New Jersey has concrete and the pine barrens along with the grit of sand and the streets of Trenton. Where, I might add, was the turning point of the Revolutionary War. Had Washington not crossed the Delaware and walked his troops, in some cases barefoot, in the middle of winter down Route 29 into Trenton we might not be here.

New Jersey is ripe for storytelling or just tweeting about what you saw on the ride into work. And yes, Dan, I’ve visited the Quick Stop. Devils as in hockey or the Jersey Devil itself?

(Devils hockey, of course. I said this was from a Minnesotan’s perspective!)

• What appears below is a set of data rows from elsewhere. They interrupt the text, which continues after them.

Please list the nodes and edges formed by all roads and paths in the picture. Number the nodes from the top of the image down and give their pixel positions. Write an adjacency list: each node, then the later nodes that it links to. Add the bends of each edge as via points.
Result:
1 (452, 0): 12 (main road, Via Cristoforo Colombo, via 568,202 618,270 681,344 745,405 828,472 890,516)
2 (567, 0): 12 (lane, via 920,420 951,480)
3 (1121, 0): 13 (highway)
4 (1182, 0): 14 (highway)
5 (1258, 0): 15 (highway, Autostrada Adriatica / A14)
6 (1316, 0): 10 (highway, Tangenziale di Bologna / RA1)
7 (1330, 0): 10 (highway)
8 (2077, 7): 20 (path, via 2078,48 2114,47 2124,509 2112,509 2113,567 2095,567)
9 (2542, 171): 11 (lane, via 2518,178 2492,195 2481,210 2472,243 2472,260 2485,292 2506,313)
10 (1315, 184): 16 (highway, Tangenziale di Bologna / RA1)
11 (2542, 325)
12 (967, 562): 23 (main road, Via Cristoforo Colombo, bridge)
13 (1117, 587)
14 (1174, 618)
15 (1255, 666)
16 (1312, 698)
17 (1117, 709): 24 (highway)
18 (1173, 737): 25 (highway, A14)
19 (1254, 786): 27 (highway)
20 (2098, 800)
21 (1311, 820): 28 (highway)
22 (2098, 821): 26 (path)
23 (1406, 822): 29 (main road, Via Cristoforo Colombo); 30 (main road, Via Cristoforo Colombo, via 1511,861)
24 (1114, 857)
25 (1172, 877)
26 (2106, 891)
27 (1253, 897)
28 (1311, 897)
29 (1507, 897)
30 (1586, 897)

What is a pork roll?Pork-Roll

It’s glorious is what it is, with roots in New Jersey. Pork roll is a tangy, mostly breakfast based meat whose origin story goes back over a century. It comes as an actual roll you can cut or in pre-cut slices. You can eat it by itself, on a sandwich with egg and cheese, or with a hamburger. Depending on what part of the state you’re from it’s sometimes called Taylor ham (Taylor is a company that produces it) but most of us call it pork roll.

What is the one comic book, storyline, title, or hero you’ll always come back to?

That’s like asking to choose which is the best Indiana Jones (Raiders) or Star Wars movie (Empire). I always come back to the Brian Michael Bendis run of Daredevil but I’d push it into Brubaker’s run as well. I could sell off the entire collection but the whole run is a mainstay. It’s quintessential comics. It had everything.

An alien falls to Earth in your backyard. You explain to him that you are a mystery writer. Being from another world, he doesn’t know what that means. What book do you make him read (because aliens can read English) and what movie do you make him watch (because aliens can understand English)?

I’d give them THE THIN MAN and make them watch THE BIG SLEEP. Humanity has a dark underbelly but it endures. It’s probably why they haven’t contacted us yet.

Parting thoughts?

Just to say thanks again for having me here and thank you to the Crimespree family for the opportunity. I hope readers will consider giving SHOTGLASS MEMORIES a chance. I’ve been around but this is my first novel and I want to earn your trust. Then I’ll eviscerate your soul.

Can you take the cuffs off now? I said what you wanted. Did you call my wife? She’ll be worried.

That depends. You better make with the pork rolls, Schiavino.